Saved entries:
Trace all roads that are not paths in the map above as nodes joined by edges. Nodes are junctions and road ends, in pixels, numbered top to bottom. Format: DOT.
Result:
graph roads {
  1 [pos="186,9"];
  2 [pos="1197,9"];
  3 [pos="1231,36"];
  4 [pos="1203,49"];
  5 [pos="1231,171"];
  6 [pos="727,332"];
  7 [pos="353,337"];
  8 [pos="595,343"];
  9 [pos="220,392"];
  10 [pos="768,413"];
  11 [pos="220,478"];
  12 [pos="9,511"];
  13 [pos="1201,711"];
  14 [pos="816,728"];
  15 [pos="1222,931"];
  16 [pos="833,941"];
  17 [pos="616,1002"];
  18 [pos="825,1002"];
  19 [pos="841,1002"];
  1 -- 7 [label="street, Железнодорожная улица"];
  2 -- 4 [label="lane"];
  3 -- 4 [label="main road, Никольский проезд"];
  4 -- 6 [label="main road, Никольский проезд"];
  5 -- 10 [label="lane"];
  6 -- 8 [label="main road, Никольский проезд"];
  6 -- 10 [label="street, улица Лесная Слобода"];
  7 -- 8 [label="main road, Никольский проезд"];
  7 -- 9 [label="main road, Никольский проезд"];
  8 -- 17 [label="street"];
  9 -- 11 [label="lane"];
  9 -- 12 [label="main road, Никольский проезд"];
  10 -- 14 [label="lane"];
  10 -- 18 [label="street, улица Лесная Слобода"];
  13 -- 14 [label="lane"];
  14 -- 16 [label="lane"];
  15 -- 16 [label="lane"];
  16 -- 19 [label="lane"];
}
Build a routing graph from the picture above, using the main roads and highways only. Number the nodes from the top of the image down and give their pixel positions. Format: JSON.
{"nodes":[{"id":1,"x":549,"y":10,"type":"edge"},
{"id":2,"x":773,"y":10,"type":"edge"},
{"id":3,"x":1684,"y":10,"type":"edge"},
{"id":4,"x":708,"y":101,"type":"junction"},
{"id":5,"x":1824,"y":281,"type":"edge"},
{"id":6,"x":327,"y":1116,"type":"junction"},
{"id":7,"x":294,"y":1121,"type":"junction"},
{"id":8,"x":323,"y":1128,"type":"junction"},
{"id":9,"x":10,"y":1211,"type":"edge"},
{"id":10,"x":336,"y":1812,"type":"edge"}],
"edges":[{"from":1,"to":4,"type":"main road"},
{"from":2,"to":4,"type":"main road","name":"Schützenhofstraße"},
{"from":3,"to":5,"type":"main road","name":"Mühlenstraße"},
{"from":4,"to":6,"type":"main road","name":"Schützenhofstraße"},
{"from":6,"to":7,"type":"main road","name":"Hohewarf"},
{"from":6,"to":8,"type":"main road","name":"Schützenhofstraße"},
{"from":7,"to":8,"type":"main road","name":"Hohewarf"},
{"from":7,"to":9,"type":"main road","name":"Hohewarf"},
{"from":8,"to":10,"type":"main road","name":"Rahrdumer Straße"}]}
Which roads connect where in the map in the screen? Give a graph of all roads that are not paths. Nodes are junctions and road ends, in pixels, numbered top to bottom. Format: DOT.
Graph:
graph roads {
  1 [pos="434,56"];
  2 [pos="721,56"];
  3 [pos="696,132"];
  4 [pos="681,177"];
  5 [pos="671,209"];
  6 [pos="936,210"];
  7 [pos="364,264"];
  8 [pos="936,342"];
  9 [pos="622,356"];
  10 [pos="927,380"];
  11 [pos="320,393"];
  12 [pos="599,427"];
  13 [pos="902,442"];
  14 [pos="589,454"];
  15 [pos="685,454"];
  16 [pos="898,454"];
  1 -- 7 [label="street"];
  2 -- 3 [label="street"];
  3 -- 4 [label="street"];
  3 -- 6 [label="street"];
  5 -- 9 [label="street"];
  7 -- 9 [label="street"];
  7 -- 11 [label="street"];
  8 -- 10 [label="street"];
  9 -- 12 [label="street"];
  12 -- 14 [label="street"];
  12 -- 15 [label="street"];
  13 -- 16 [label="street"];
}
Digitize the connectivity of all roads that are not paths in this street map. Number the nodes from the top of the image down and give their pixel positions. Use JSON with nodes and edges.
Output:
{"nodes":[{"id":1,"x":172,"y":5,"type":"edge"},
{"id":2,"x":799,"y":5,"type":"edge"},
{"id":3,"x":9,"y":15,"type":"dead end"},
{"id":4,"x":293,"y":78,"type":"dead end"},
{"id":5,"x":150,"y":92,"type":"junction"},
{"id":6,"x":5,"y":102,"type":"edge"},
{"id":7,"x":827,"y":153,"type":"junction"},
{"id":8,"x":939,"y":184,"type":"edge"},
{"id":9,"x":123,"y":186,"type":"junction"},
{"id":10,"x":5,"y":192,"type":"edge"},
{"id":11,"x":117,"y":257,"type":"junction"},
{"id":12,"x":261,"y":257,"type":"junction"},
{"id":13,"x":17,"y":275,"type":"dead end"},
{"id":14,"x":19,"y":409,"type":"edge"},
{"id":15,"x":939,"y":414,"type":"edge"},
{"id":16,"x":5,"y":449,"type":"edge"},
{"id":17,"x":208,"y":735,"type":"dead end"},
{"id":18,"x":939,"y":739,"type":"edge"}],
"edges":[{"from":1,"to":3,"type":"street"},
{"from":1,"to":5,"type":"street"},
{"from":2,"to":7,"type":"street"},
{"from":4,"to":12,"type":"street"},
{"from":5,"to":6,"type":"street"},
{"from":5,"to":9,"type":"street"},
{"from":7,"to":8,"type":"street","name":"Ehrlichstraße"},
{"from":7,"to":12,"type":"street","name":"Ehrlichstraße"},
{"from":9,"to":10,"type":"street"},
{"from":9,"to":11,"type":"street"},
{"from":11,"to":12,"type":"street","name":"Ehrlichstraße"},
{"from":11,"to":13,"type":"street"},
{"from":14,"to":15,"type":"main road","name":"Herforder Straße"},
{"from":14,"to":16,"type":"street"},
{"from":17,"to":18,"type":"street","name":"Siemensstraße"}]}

YOUR GOAL: Preserving every character, copy the records above out again.

RESULT:
Trace all roads that are not paths in the map above as nodes joined by edges. Nodes are junctions and road ends, in pixels, numbered top to bottom. Format: DOT.
Result:
graph roads {
  1 [pos="186,9"];
  2 [pos="1197,9"];
  3 [pos="1231,36"];
  4 [pos="1203,49"];
  5 [pos="1231,171"];
  6 [pos="727,332"];
  7 [pos="353,337"];
  8 [pos="595,343"];
  9 [pos="220,392"];
  10 [pos="768,413"];
  11 [pos="220,478"];
  12 [pos="9,511"];
  13 [pos="1201,711"];
  14 [pos="816,728"];
  15 [pos="1222,931"];
  16 [pos="833,941"];
  17 [pos="616,1002"];
  18 [pos="825,1002"];
  19 [pos="841,1002"];
  1 -- 7 [label="street, Железнодорожная улица"];
  2 -- 4 [label="lane"];
  3 -- 4 [label="main road, Никольский проезд"];
  4 -- 6 [label="main road, Никольский проезд"];
  5 -- 10 [label="lane"];
  6 -- 8 [label="main road, Никольский проезд"];
  6 -- 10 [label="street, улица Лесная Слобода"];
  7 -- 8 [label="main road, Никольский проезд"];
  7 -- 9 [label="main road, Никольский проезд"];
  8 -- 17 [label="street"];
  9 -- 11 [label="lane"];
  9 -- 12 [label="main road, Никольский проезд"];
  10 -- 14 [label="lane"];
  10 -- 18 [label="street, улица Лесная Слобода"];
  13 -- 14 [label="lane"];
  14 -- 16 [label="lane"];
  15 -- 16 [label="lane"];
  16 -- 19 [label="lane"];
}
Build a routing graph from the picture above, using the main roads and highways only. Number the nodes from the top of the image down and give their pixel positions. Format: JSON.
{"nodes":[{"id":1,"x":549,"y":10,"type":"edge"},
{"id":2,"x":773,"y":10,"type":"edge"},
{"id":3,"x":1684,"y":10,"type":"edge"},
{"id":4,"x":708,"y":101,"type":"junction"},
{"id":5,"x":1824,"y":281,"type":"edge"},
{"id":6,"x":327,"y":1116,"type":"junction"},
{"id":7,"x":294,"y":1121,"type":"junction"},
{"id":8,"x":323,"y":1128,"type":"junction"},
{"id":9,"x":10,"y":1211,"type":"edge"},
{"id":10,"x":336,"y":1812,"type":"edge"}],
"edges":[{"from":1,"to":4,"type":"main road"},
{"from":2,"to":4,"type":"main road","name":"Schützenhofstraße"},
{"from":3,"to":5,"type":"main road","name":"Mühlenstraße"},
{"from":4,"to":6,"type":"main road","name":"Schützenhofstraße"},
{"from":6,"to":7,"type":"main road","name":"Hohewarf"},
{"from":6,"to":8,"type":"main road","name":"Schützenhofstraße"},
{"from":7,"to":8,"type":"main road","name":"Hohewarf"},
{"from":7,"to":9,"type":"main road","name":"Hohewarf"},
{"from":8,"to":10,"type":"main road","name":"Rahrdumer Straße"}]}
Which roads connect where in the map in the screen? Give a graph of all roads that are not paths. Nodes are junctions and road ends, in pixels, numbered top to bottom. Format: DOT.
Graph:
graph roads {
  1 [pos="434,56"];
  2 [pos="721,56"];
  3 [pos="696,132"];
  4 [pos="681,177"];
  5 [pos="671,209"];
  6 [pos="936,210"];
  7 [pos="364,264"];
  8 [pos="936,342"];
  9 [pos="622,356"];
  10 [pos="927,380"];
  11 [pos="320,393"];
  12 [pos="599,427"];
  13 [pos="902,442"];
  14 [pos="589,454"];
  15 [pos="685,454"];
  16 [pos="898,454"];
  1 -- 7 [label="street"];
  2 -- 3 [label="street"];
  3 -- 4 [label="street"];
  3 -- 6 [label="street"];
  5 -- 9 [label="street"];
  7 -- 9 [label="street"];
  7 -- 11 [label="street"];
  8 -- 10 [label="street"];
  9 -- 12 [label="street"];
  12 -- 14 [label="street"];
  12 -- 15 [label="street"];
  13 -- 16 [label="street"];
}
Digitize the connectivity of all roads that are not paths in this street map. Number the nodes from the top of the image down and give their pixel positions. Use JSON with nodes and edges.
Output:
{"nodes":[{"id":1,"x":172,"y":5,"type":"edge"},
{"id":2,"x":799,"y":5,"type":"edge"},
{"id":3,"x":9,"y":15,"type":"dead end"},
{"id":4,"x":293,"y":78,"type":"dead end"},
{"id":5,"x":150,"y":92,"type":"junction"},
{"id":6,"x":5,"y":102,"type":"edge"},
{"id":7,"x":827,"y":153,"type":"junction"},
{"id":8,"x":939,"y":184,"type":"edge"},
{"id":9,"x":123,"y":186,"type":"junction"},
{"id":10,"x":5,"y":192,"type":"edge"},
{"id":11,"x":117,"y":257,"type":"junction"},
{"id":12,"x":261,"y":257,"type":"junction"},
{"id":13,"x":17,"y":275,"type":"dead end"},
{"id":14,"x":19,"y":409,"type":"edge"},
{"id":15,"x":939,"y":414,"type":"edge"},
{"id":16,"x":5,"y":449,"type":"edge"},
{"id":17,"x":208,"y":735,"type":"dead end"},
{"id":18,"x":939,"y":739,"type":"edge"}],
"edges":[{"from":1,"to":3,"type":"street"},
{"from":1,"to":5,"type":"street"},
{"from":2,"to":7,"type":"street"},
{"from":4,"to":12,"type":"street"},
{"from":5,"to":6,"type":"street"},
{"from":5,"to":9,"type":"street"},
{"from":7,"to":8,"type":"street","name":"Ehrlichstraße"},
{"from":7,"to":12,"type":"street","name":"Ehrlichstraße"},
{"from":9,"to":10,"type":"street"},
{"from":9,"to":11,"type":"street"},
{"from":11,"to":12,"type":"street","name":"Ehrlichstraße"},
{"from":11,"to":13,"type":"street"},
{"from":14,"to":15,"type":"main road","name":"Herforder Straße"},
{"from":14,"to":16,"type":"street"},
{"from":17,"to":18,"type":"street","name":"Siemensstraße"}]}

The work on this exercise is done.